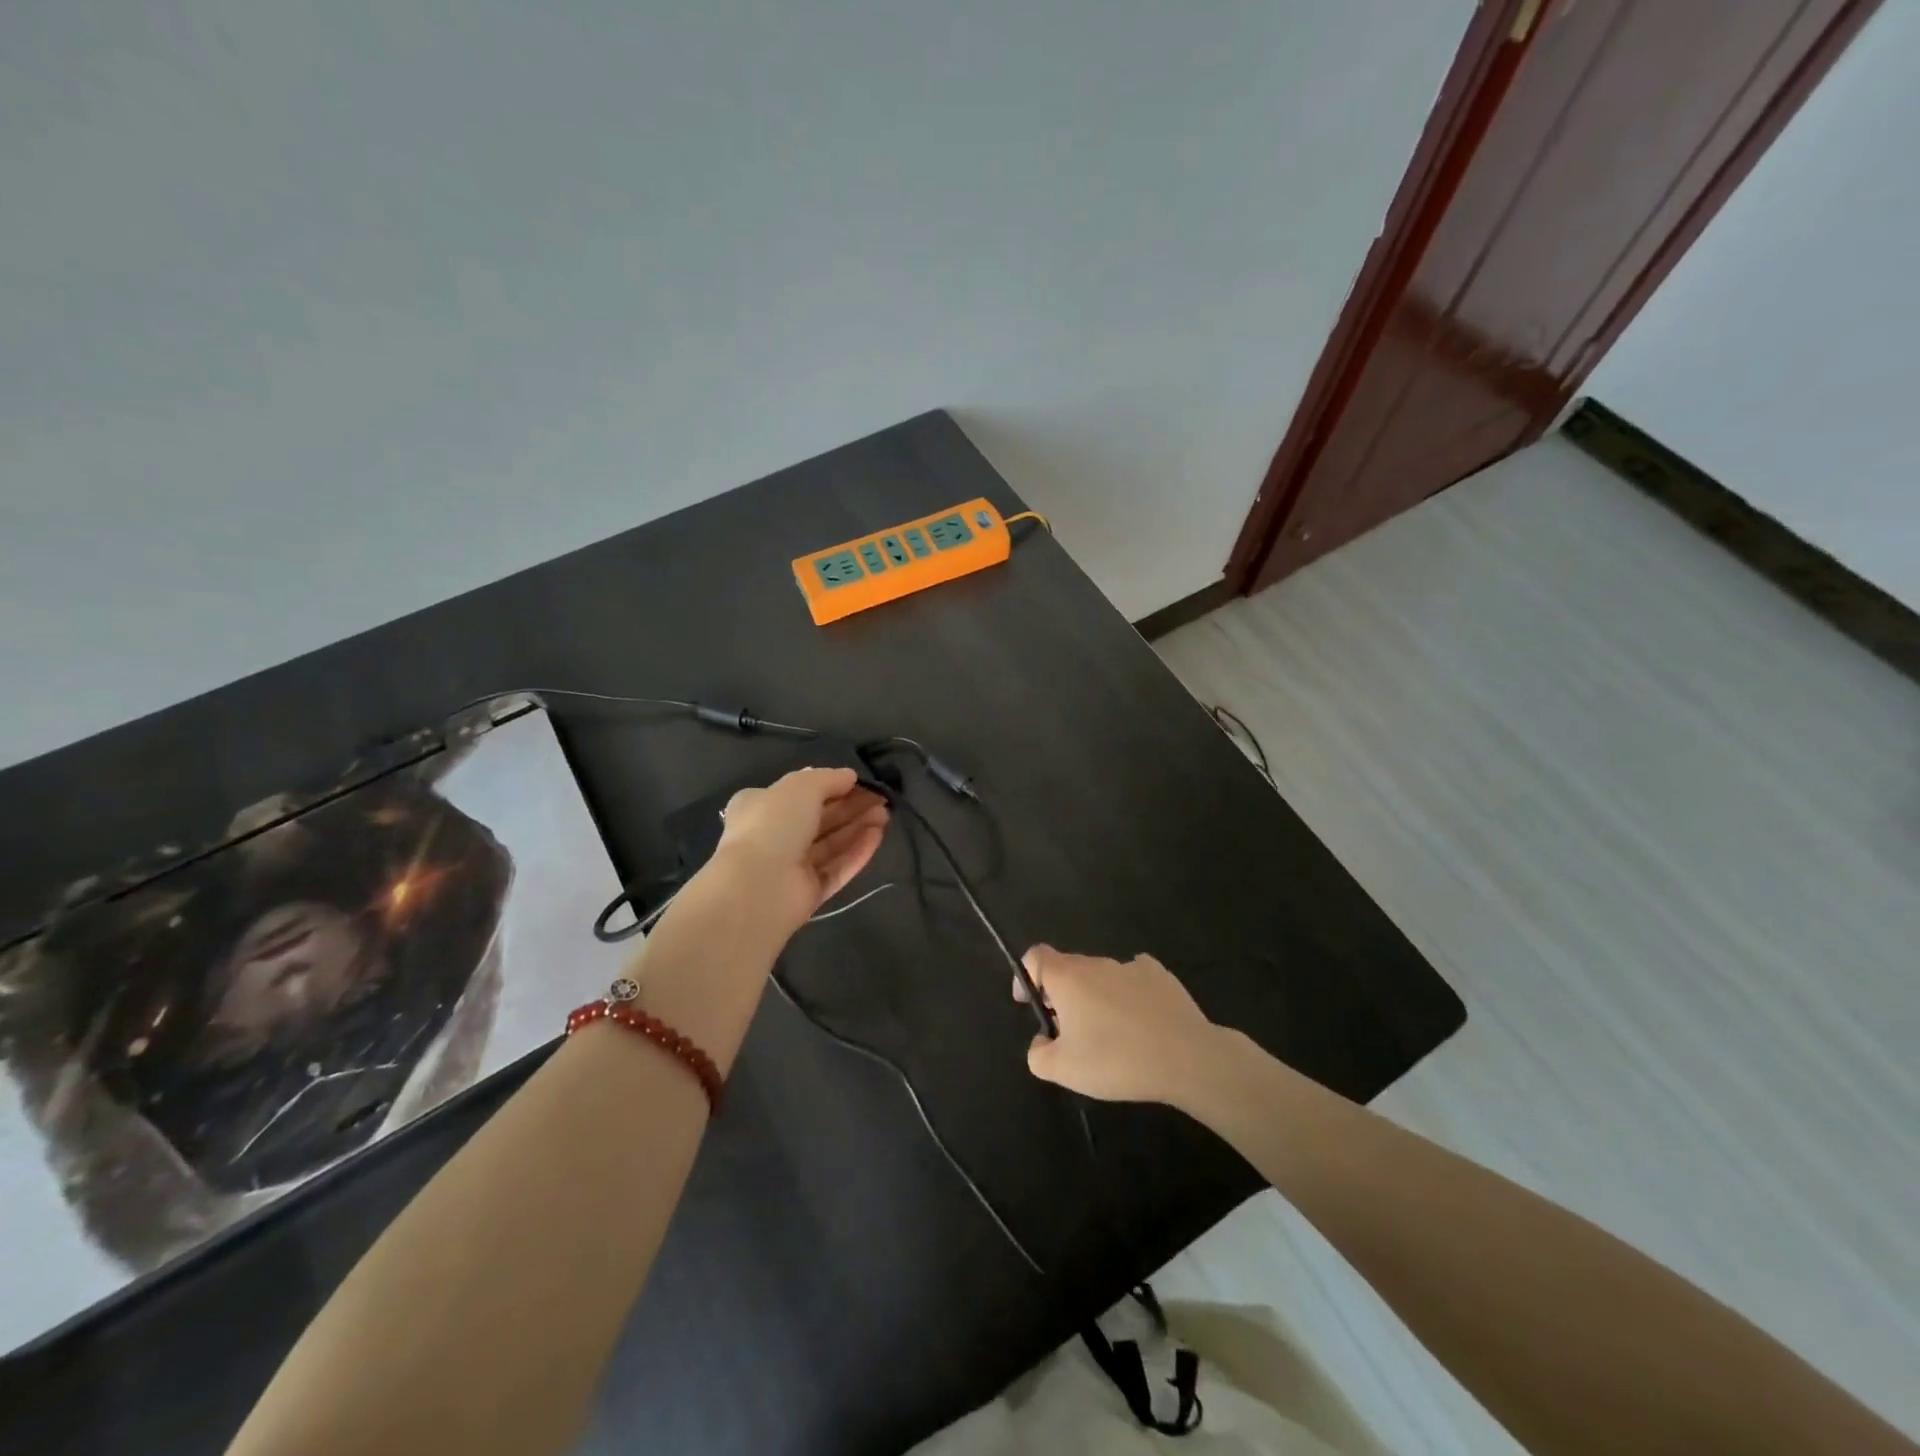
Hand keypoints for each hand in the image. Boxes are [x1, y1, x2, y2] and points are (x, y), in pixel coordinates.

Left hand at [709, 767, 888, 927]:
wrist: (759, 885)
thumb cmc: (774, 824)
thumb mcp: (802, 786)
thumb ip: (829, 778)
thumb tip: (850, 776)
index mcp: (761, 806)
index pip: (800, 793)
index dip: (832, 785)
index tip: (860, 782)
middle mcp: (774, 835)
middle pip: (820, 818)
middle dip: (851, 806)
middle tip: (881, 799)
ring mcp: (792, 866)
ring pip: (831, 843)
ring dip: (858, 827)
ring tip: (886, 815)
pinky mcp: (809, 891)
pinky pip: (837, 868)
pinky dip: (857, 852)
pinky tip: (878, 836)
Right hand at [1015, 945, 1220, 1103]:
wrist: (1186, 1058)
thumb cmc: (1116, 1060)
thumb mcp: (1064, 1070)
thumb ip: (1038, 1055)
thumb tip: (1041, 1041)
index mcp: (1068, 978)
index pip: (1036, 956)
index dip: (1026, 976)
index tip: (1029, 1004)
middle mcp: (1096, 963)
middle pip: (1068, 969)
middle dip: (1062, 995)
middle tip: (1069, 1031)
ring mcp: (1131, 966)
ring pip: (1101, 976)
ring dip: (1095, 997)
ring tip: (1109, 1034)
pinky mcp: (1160, 975)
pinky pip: (1134, 979)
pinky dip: (1128, 995)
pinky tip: (1140, 1021)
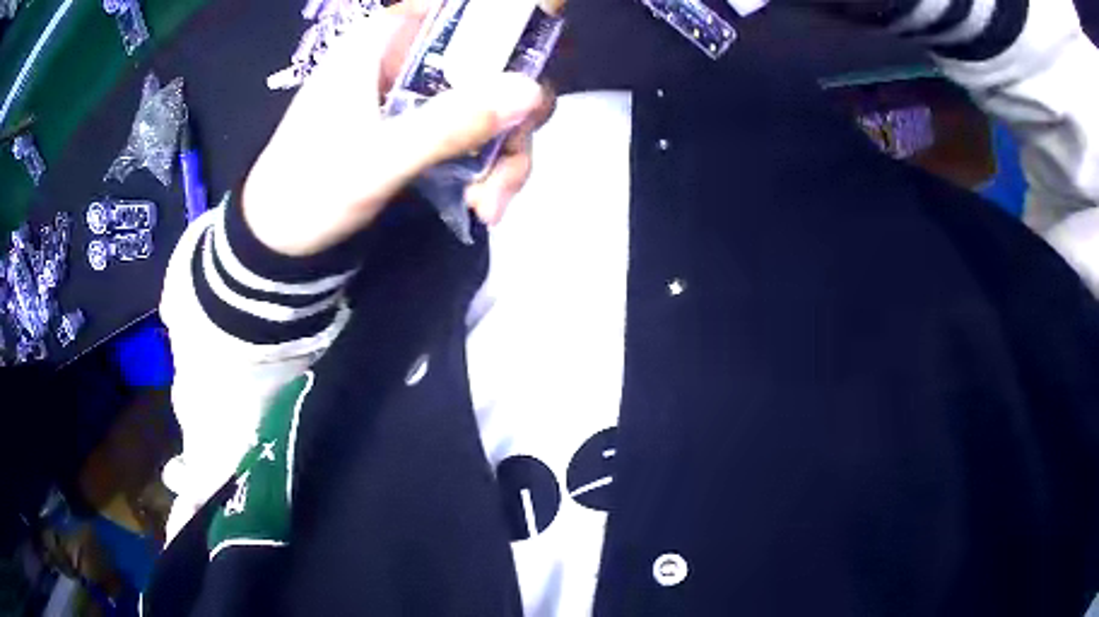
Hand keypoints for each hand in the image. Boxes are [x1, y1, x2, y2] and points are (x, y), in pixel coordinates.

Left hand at [243, 0, 556, 256]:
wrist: (282, 241)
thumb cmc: (310, 190)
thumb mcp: (376, 160)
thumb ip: (449, 124)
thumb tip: (532, 92)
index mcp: (386, 39)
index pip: (467, 8)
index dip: (514, 25)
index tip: (535, 67)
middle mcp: (411, 54)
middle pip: (495, 59)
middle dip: (515, 114)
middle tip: (509, 166)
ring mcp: (421, 90)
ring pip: (494, 100)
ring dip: (505, 153)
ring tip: (489, 205)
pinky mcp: (426, 123)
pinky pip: (478, 130)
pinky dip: (489, 166)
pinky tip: (481, 204)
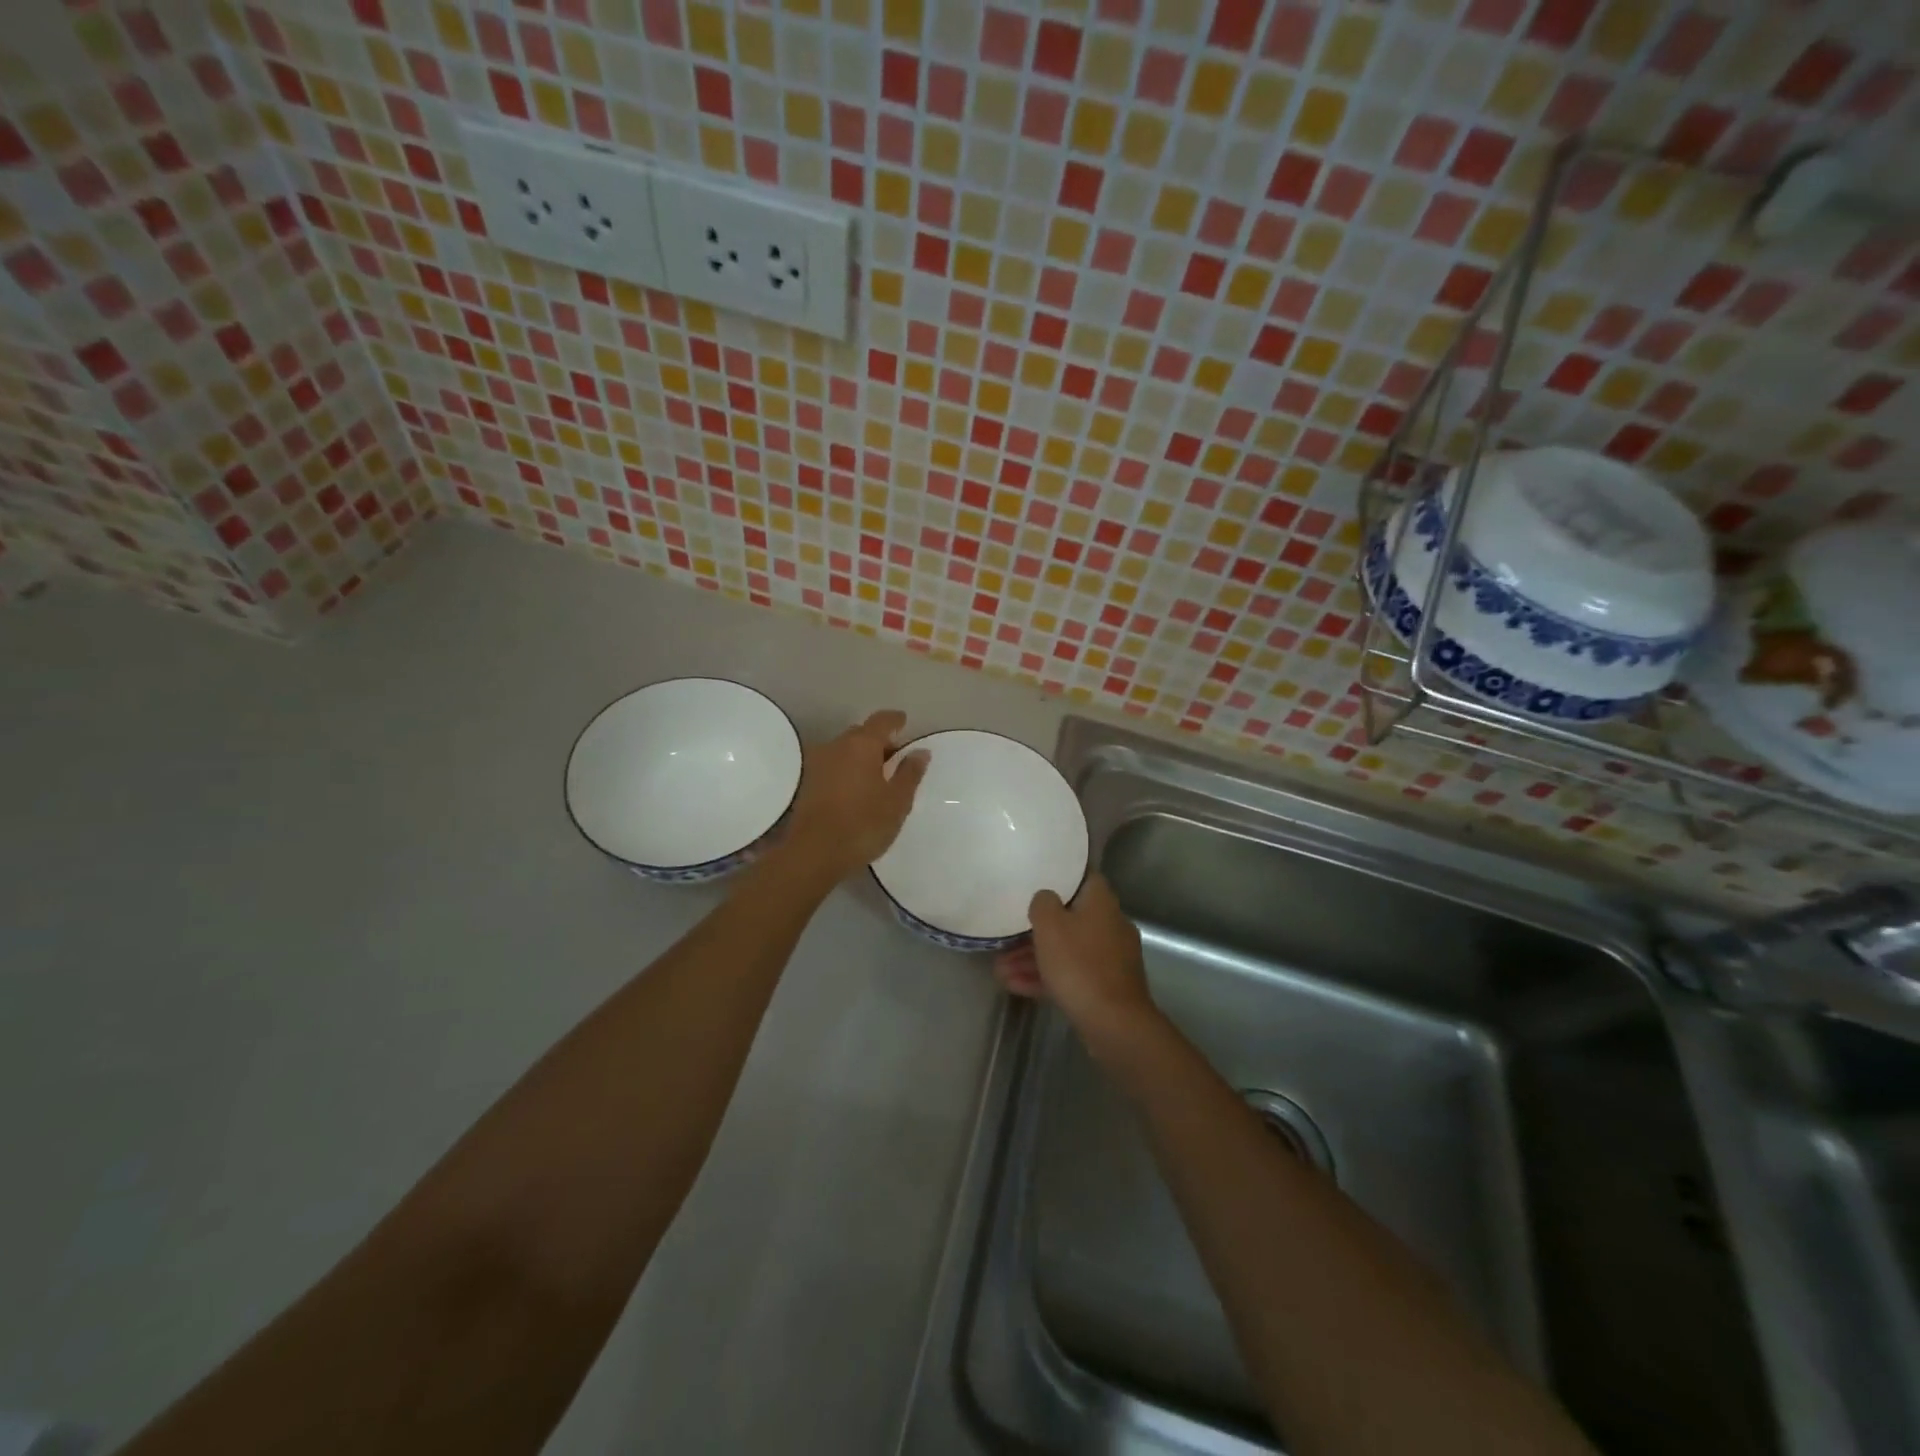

------------------------------------

WORK REQUEST: Skip the pictures and quote each line of the entries above, from the first through the line with "thumb mcp: (1064, 1070)", exactly as it appears.

REPLY:
Hand keypoints for each hand in the image. Boxes are [x1, y1, x2, y2] and points are (x, y), in pixel coordinates.

Left hand at [709, 767, 888, 927]:
wrist: (759, 885)
thumb cmc: (774, 824)
thumb mcp: (802, 786)
thumb ip: (829, 778)
thumb tip: (850, 776)
index mcp: (761, 806)
index pip: (800, 793)
index dip: (832, 785)
index tip: (860, 782)
middle mcp: (774, 835)
middle pip: (820, 818)
middle dip: (851, 806)
middle tip: (881, 799)
ring mcp: (792, 866)
ring pip: (831, 843)
ring dip: (858, 827)
ring tip: (886, 815)
pinky mcp: (809, 891)
pinky pip: (837, 868)
pinky dip: (857, 852)
pinky tip: (878, 836)
Right hand at [1015, 945, 1220, 1103]:
wrist: (1186, 1058)
thumb cmc: (1116, 1060)
thumb mcp: (1064, 1070)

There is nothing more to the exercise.